L’avocat a écrit à la présidente du tribunal de l’application des peines de Paris, compétent en matière de terrorisme, afin qu’une audience soit fixée, révèle ICI Isère.
Publié le 29/07/2026 19:00
Temps de lecture : 2min
Un avocat grenoblois demande la libération conditionnelle et la suspension de peine pour raisons médicales du terroriste vénézuélien Carlos, détenu à Poissy dans les Yvelines, révèle mercredi 29 juillet ICI Isère. De son vrai nom Ilich Ramirez Sanchez, 77 ans, est atteint de la maladie d’Alzheimer. Sa demande de libération et celle de suspension de peine, déposées en février 2026 par son avocat maître Bernard Ripert, sont restées sans réponse. L’avocat vient donc d’écrire à la présidente du tribunal de l’application des peines de Paris, compétent en matière de terrorisme, afin qu’une audience soit fixée.
Carlos est détenu à la maison centrale de Poissy depuis son arrestation au Soudan par les services français en 1994. Il a été condamné à la réclusion criminelle à perpétuité pour un triple assassinat commis en 1975, ainsi que pour quatre attentats perpétrés entre 1982 et 1983. Son dernier procès en appel s’est tenu en 2013.

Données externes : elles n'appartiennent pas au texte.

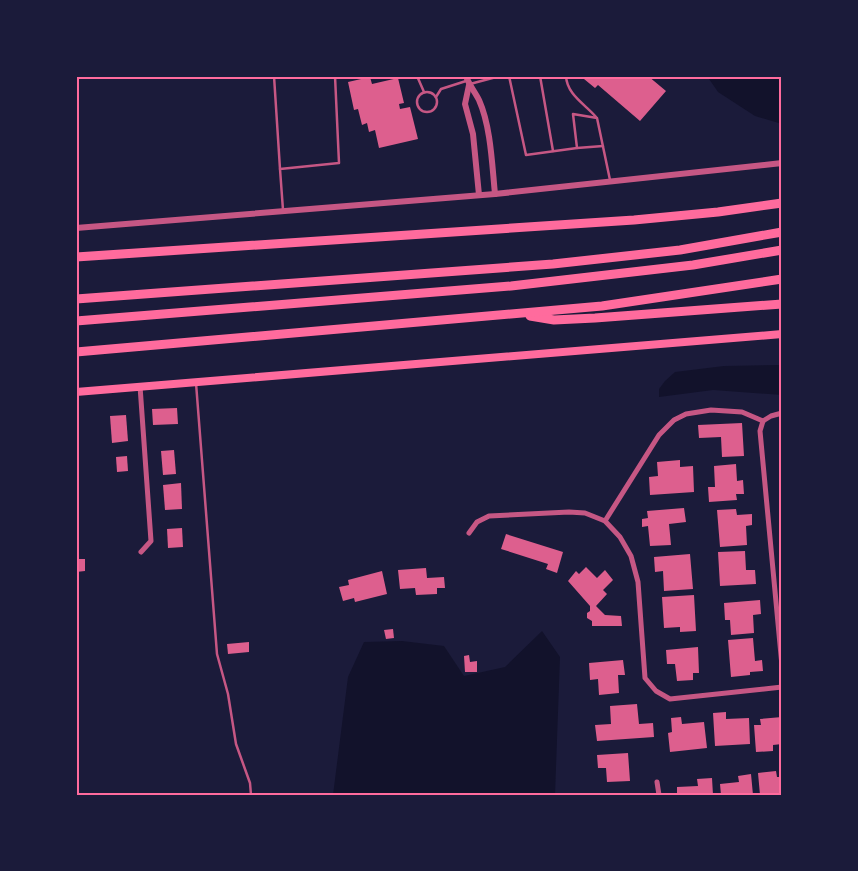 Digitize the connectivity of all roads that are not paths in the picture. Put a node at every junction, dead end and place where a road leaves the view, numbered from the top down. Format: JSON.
{"nodes":[{"id":1,"x":274,"y":76,"type":"edge"},
{"id":2,"x":335,"y":76,"type":"edge"},
{"id":3,"x":417,"y":76,"type":"edge"},
{"id":4,"x":500,"y":76,"type":"edge"},
{"id":5,"x":509,"y":76,"type":"edge"},
{"id":6,"x":540,"y":76,"type":"edge"},
{"id":7,"x":566,"y":76,"type":"edge"},
{"id":8,"x":468,"y":80,"type":"edge"},
{"id":9,"x":424,"y":92,"type":"junction"},
{"id":10,"x":436,"y":97,"type":"junction"},
{"id":11,"x":597,"y":118,"type":"junction"},
{"id":12,"x":602,"y":146,"type":"junction"},
{"id":13,"x":577,"y":148,"type":"junction"},
{"id":14,"x":554,"y":151,"type":"junction"},
{"id":15,"x":782,"y":163,"type":"edge"},
{"id":16,"x":280,"y":169,"type":"junction"},
{"id":17,"x":610,"y":181,"type":"junction"},
{"id":18,"x":495,"y":194,"type":"junction"},
{"id":19,"x":478,"y":195,"type":"junction"},
{"id":20,"x":782,"y":198,"type":"edge"},
{"id":21,"x":782,"y":203,"type":"edge"},
{"id":22,"x":283,"y":212,"type":"junction"},
{"id":23,"x":718,"y":212,"type":"junction"},
{"id":24,"x":76,"y":228,"type":"edge"},
{"id":25,"x":782,"y":232,"type":"edge"},
{"id":26,"x":782,"y":250,"type":"edge"},
{"id":27,"x":76,"y":258,"type":"edge"},
{"id":28,"x":782,"y":279,"type":"edge"},
{"id":29,"x":76,"y":299,"type":"edge"},
{"id":30,"x":782,"y":304,"type":"edge"},
{"id":31,"x":517,"y":314,"type":"junction"},
{"id":32,"x":76,"y":321,"type":"edge"},
{"id":33,"x":782,"y":334,"type":"edge"},
{"id":34,"x":76,"y":352,"type":"edge"},
{"id":35,"x":196,"y":382,"type":"junction"},
{"id":36,"x":140,"y":386,"type":"junction"},
{"id":37,"x":76,"y":392,"type":"edge"},
{"id":38,"x":782,"y":413,"type":"edge"},
{"id":39,"x":763,"y":421,"type":"junction"},
{"id":40,"x":605,"y":521,"type":"junction"},
{"id":41,"x":468,"y":533,"type":"dead end"},
{"id":42,"x":142,"y":552,"type":"dead end"},
{"id":43,"x":782,"y":666,"type":"edge"},
{"id":44,"x":782,"y":687,"type":"edge"},
{"id":45,"x":658,"y":782,"type":"dead end"},
{"id":46,"x":251,"y":795,"type":"edge"},
{"id":47,"x":658,"y":795,"type":"edge"}],
"edges":[{"from":1,"to":16,"type":"lane"},
{"from":2,"to":16,"type":"lane"},
{"from":3,"to":9,"type":"lane"},
{"from":4,"to":8,"type":"lane"},
{"from":5,"to":14,"type":"lane"},
{"from":6,"to":14,"type":"lane"},
{"from":7,"to":11,"type":"lane"},
{"from":8,"to":10,"type":"lane"},
{"from":8,"to":18,"type":"street"},
{"from":8,"to":19,"type":"street"},
{"from":9,"to":10,"type":"lane"},
{"from":9,"to":10,"type":"lane"},
{"from":11,"to":12,"type":"lane"},
{"from":11,"to":13,"type":"lane"},
{"from":12,"to":13,"type":"lane"},
{"from":12,"to":17,"type":"lane"},
{"from":13,"to":14,"type":"lane"},
{"from":15,"to":17,"type":"street"},
{"from":16,"to":22,"type":"lane"},
{"from":17,"to":18,"type":"street"},
{"from":18,"to":19,"type":"street"},
{"from":19,"to":22,"type":"street"},
{"from":20,"to":23,"type":"highway"},
{"from":21,"to":23,"type":"highway"},
{"from":22,"to":24,"type":"street"},
{"from":23,"to":27,"type":"highway"},
{"from":25,"to":29,"type":"highway"},
{"from":26,"to":32,"type":"highway"},
{"from":28,"to":31,"type":"highway"},
{"from":30,"to":31,"type":"highway"},
{"from":31,"to":34,"type":"highway"},
{"from":33,"to":35,"type":"main road"},
{"from":35,"to":36,"type":"main road"},
{"from":35,"to":46,"type":"lane"},
{"from":36,"to":37,"type":"main road"},
{"from":36,"to":42,"type":"street"},
{"from":38,"to":39,"type":"street"},
{"from":39,"to":40,"type":"street"},
{"from":39,"to":43,"type":"street"},
{"from":40,"to":41,"type":"street"},
{"from":40,"to":44,"type":"street"},
{"from":45,"to":47,"type":"street"}]}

Maître Bernard Ripert explique avoir constaté une forte dégradation de l’état de santé de son client lors d’une visite en prison en février 2026. « J’ai découvert un homme très affaibli qui n’avait plus de mémoire. Un homme qui ne savait quasiment plus qui il était, ce qu’il avait fait, qui d’ailleurs ne me reconnaissait pas », affirme l’avocat. Selon lui, Carlos est « vaincu par la maladie », tout en restant « enfermé dans les mêmes conditions discriminatoires ». « Il ne représente plus aucun danger pour personne », ajoute-t-il.
L’avocat décrit également un détenu désormais isolé. « Carlos est un homme seul. Sa compagne, qui fut son avocate, est morte. Beaucoup de ses amis l’ont oublié, presque renié. Il n’y a plus que quatre à cinq personnes qui s’intéressent à son sort et à sa situation », déclare-t-il.
Faute de réponse à ses demandes du mois de février, Maître Ripert indique avoir saisi la présidente du tribunal de l’application des peines de Paris. « Je ne sais pas si le calcul politique de la justice, de l’administration, est de le laisser mourir en prison, mais on s’achemine très sûrement vers une telle situation. J’ai des nouvelles de son état de santé plusieurs fois par semaine. Cet état se dégrade de jour en jour et d’heure en heure », affirme-t-il. Selon l’avocat, une personne se serait dite prête à accueillir Carlos en région toulousaine si une remise en liberté lui était accordée. Contacté par ICI Isère, le tribunal de Paris n’a pas répondu.